One imagines the schoolmen feeling sorry for the naïve Galileo, with his rampant scientism and countless unexamined presuppositions. In their minds, if Galileo hadn’t explained everything then he hadn’t really explained anything — and hence they themselves (who had explained nothing) were the wiser by far.
Four hundred years after the scientific revolution, most people still think like the Jesuit schoolmen did:
How does a toaster work?
By converting electrical energy into heat.
But what is electricity?
The movement of electrons through a wire.
But what are electrons?
Fundamental particles with spin 1/2, negative charge, mass of 10-27 grams…
But why do particles exist? Why does anything exist?
Well, those are excellent and profound questions, and you see…
Aha! Aha! So science doesn’t have all the answers! Ultimately, then, science is just another form of faith!
The schoolman glances at the intermediate steps — how a toaster works, what electricity is, what electrons are — and is not only profoundly unimpressed, but baffled and annoyed that anyone thinks he should be impressed. What are these so-called “answers” but irrelevant distractions from the Answer? What are they but the build-up to the punchline, stepping-stones on the road to the metaphysical abyss?
Science, in the schoolman’s mind, is just a massive con game: an attempt to distract people from the ultimate questions of essence by petty conjuring tricks like curing diseases or discovering the constituents of matter. Even pure math is part of the con: all Wiles did was reduce Fermat’s Last Theorem to some supposedly “self-evident” axioms. But why bother with such a reduction, if you can’t justify the axioms or the laws of logic themselves?
I frequently encounter the schoolmen even in my little corner of the world. People will ask: isn’t computational complexity theory a colossal failure, since all you ever do is prove “this problem is as hard as that other one,” or “this problem is hard relative to an oracle,” and never really prove anything is hard?
Let’s leave aside the factual misunderstandings — we can prove certain problems are hard, etc. etc. — and concentrate on the subtext, which is:
Don’t waste my time with the accumulated insights of the last half-century. If you haven’t solved the P versus NP problem — and you haven’t, right? — then aren’t you, ultimately, just as ignorant about computation as I am?
Of course, “does P=NP?” differs from “where do the laws of physics come from?” in that we know, at least philosophically, what an answer to the former question would look like. And yet, if complexity theorists ever do prove P≠NP, I’m guessing the schoolmen will switch immediately to saying that that was merely a technical result, and that it doesn’t even touch the real question, which is something else entirely.
The schoolmen’s philosophy leads directly to a fatalist methodology. What causes polio? If you say a virus, then you also have to explain what viruses are, and why they exist, and why the universe is such that viruses exist, and even why the universe itself exists. And if you can’t answer all of these questions, then your so-called “knowledge” rests on a foundation of arbitrariness and caprice, and you’re no better off than when you started. So you might as well say that polio is caused by demons.

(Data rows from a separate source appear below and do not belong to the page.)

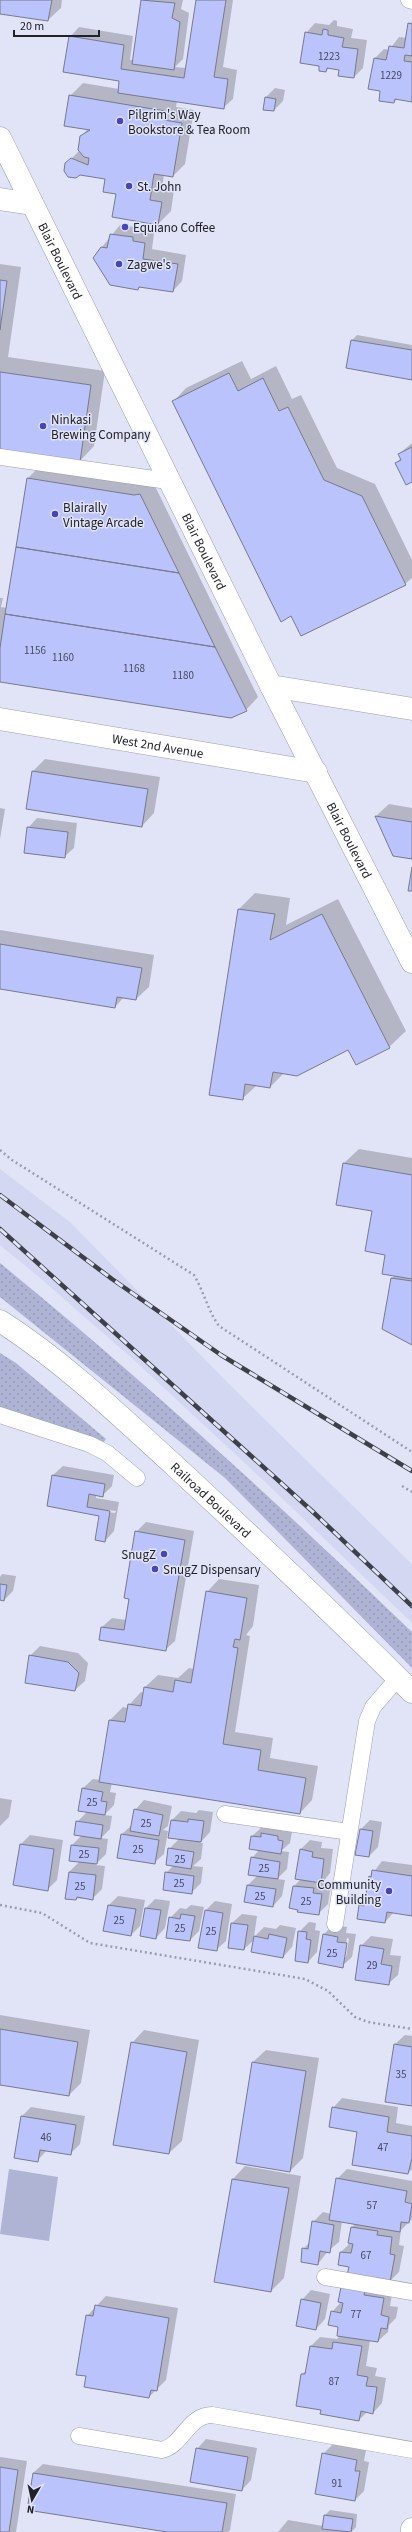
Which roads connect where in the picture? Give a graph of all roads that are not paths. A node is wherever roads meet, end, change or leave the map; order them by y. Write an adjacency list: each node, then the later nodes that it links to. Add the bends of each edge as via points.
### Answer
1 (408, 0): 2 (lane)
2 (412, 1)
3 (0, 138): 5 (street, Blair Boulevard)
4 (0, 199): 5 (street)
5 (32, 204): 7 (street, Blair Boulevard)
6 (0, 457): 7 (lane)
7 (168, 481): 8 (street, Blair Boulevard)
8 (271, 686): 9 (street); 11 (street, Blair Boulevard)
9 (412, 709)
10 (0, 719): 11 (street, West 2nd Avenue)
11 (316, 772): 12 (street, Blair Boulevard)
12 (412, 962)
13 (0, 1321): 16 (street, Railroad Boulevard, via 32,1341 101,1399 277,1560)
14 (0, 1415): 15 (lane, via 89,1444 107,1453)
15 (137, 1478)
16 (405, 1685): 18 (lane, via 373,1708 367,1721)
17 (225, 1814): 18 (lane)
18 (349, 1832): 19 (lane)
19 (335, 1924)
20 (325, 2277): 21 (lane)
21 (412, 2292)
22 (79, 2436): 23 (lane, via 162,2450 171,2446 186,2428 200,2417 212,2415)
23 (412, 2450)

Yet so long as the schoolmen are careful — and define the “ultimate explanation for X” in such a way that no actual discovery about X will ever count — their position is at least logically consistent. I’ll even confess to a certain sympathy with it. I’ll even speculate that most scientists have a smidgen of schoolman inside.
All I really object to, then, is the notion that tracing every question down to what Davies calls “the bedrock of reality” represents a new, exciting approach to gathering knowledge — one at the cutting edge of physics and cosmology. Say whatever else you want about the schoolman’s way, it’s neither new nor untried. For most of human history, it’s the only approach that was tried.